Denny was deciding whether or not to downshift into turn two when the world went sideways, upside down, and then did it again. All he could think was how damn loud everything was. Deafening.
Just as suddenly, everything was still. He put his hands back on the wheel belatedly--he wasn't moving. His head was spinning, and the air was full of dust and smoke. His brain wanted him to slow down for the caution flag, like it hadn't caught on to the fact that he was the damn caution.
Engine off. Everything off. Breathe.
Sully's voice kept nagging at him. Shut up, Sully. Just. Shut up.
"Talk to me."
"I will once I'm out of this fucking car." Jesus, what was wrong with Sully that he sounded so messed up? Denny unbuckled and tried to climb out of his seat, but something was caught around his legs. "Or not."
"Can you breathe?" That wasn't coming from his helmet, that was from outside the car. The bright flash of an orange jumper blocked his view out the side as someone leaned into the car. "Let's take that helmet off so we can have a look at you. Gloves too."
"I'm fine." He ripped the helmet off and tossed it--and Sully's voice--aside. "Just can't get out."
"Can you feel your feet?" The paramedic clipped something onto one of Denny's fingers.
"Yeah." And his legs hurt like fuck. "Help me out of here. I need to get out."
"Don't know if we can do that yet."
As the world resolved into something Denny could understand, he looked beyond the safety grating that served as a windshield in sprint cars to see a post in front of him. Lamppost. Retaining wall. He was facing the center of the field inside the track, a few feet from the entrance to pit road. That was a long way from where he'd been last time he'd known where he was.
The hood of his car was gone. Hell, a lot of his car was gone. What was left looked like a smashed beer can.
"I need to do this."
Denny realized he was pushing away hands that kept trying to touch him. "Sorry. Then can I get out of here?" He dropped his hands. Now that everything was still, he was starting to panic.
"As soon as we haul those saws over here. I need to listen to your breathing." The paramedic started to undo his jumpsuit. "I want you to think hard about if anything hurts, especially in your legs or your belly."
"How long will that take?"
"I'll find out. Stop talking."
Denny did as he was told, closing his eyes while he thought about what hurt. Everything. Not helpful. Narrow it down.
Right knee. Left ankle. Hips. Chest. Jaw. It didn't hurt too much to breathe, though. No more than he'd expect out of a wreck.
"You look okay," the paramedic said, once they'd done the song and dance. "The way you hit the wall has you caught, but I'm not seeing any blood. If you can feel everything, you're a lucky guy."

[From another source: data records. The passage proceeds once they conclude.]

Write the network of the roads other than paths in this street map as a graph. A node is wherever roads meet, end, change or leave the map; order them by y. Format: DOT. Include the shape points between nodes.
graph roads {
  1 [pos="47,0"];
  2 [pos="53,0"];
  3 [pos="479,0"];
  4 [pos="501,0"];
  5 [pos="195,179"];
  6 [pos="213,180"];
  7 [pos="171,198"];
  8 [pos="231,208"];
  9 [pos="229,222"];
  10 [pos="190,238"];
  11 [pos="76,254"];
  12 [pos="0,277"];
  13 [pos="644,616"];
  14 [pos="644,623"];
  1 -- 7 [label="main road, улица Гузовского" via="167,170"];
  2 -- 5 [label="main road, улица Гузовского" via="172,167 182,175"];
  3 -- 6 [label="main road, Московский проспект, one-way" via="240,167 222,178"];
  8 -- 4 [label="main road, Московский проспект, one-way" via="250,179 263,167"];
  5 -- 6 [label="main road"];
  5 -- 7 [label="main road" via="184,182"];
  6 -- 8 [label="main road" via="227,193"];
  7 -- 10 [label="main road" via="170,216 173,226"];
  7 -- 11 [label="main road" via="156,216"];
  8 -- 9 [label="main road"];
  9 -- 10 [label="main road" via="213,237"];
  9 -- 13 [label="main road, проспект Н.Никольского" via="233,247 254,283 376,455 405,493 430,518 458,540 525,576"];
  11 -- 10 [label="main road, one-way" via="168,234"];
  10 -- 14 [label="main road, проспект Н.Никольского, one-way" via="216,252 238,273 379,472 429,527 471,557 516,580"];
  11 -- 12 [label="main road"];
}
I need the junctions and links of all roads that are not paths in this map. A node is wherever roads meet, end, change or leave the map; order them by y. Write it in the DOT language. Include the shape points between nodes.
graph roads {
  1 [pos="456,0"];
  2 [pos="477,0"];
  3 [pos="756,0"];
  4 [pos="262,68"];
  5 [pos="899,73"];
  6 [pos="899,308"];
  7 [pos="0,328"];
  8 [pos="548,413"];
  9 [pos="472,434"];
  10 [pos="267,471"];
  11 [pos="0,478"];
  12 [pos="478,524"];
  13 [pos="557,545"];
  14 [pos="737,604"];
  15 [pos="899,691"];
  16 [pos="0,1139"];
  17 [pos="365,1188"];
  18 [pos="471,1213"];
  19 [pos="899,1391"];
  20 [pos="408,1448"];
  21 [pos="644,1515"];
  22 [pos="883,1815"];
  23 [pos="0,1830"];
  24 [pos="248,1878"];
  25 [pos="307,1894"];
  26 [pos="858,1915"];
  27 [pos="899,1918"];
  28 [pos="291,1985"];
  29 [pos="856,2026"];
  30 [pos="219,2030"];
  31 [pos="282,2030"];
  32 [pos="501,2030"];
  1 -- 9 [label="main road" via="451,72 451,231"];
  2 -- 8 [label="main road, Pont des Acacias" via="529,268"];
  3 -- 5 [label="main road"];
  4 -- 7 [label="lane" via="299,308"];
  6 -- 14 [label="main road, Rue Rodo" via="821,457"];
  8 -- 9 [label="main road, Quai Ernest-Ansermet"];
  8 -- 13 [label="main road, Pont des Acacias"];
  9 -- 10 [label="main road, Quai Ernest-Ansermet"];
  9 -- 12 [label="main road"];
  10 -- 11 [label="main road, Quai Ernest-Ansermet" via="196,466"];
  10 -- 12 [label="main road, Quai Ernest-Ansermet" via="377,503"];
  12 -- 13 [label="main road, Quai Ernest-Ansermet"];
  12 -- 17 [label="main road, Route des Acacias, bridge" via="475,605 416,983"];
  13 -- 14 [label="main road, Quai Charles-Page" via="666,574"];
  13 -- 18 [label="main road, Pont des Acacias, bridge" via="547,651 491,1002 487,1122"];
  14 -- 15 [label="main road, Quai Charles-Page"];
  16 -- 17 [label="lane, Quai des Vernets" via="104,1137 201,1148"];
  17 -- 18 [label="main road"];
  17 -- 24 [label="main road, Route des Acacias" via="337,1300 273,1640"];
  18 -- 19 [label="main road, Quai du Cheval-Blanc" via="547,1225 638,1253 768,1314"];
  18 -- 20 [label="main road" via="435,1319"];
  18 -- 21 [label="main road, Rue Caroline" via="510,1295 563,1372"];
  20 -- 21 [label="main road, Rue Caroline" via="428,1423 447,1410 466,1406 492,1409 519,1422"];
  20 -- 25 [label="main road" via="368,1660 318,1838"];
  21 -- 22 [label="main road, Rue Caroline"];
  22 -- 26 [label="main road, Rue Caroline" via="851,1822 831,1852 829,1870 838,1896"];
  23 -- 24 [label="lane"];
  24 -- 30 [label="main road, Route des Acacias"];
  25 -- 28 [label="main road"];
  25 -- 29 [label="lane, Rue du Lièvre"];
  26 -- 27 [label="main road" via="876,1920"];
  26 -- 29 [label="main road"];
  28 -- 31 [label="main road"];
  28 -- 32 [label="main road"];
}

"Too lucky," Denny muttered.
"I'll find out when we can cut you free. There's a few other cars wrecked that get priority over yours. I'll be back."
The paramedic was gone, then, leaving Denny in his little metal cocoon, an oasis of stillness in the flurry of lights and urgency outside. He closed his eyes again and tried to ignore the pain in his leg. Damn thing better not be broken.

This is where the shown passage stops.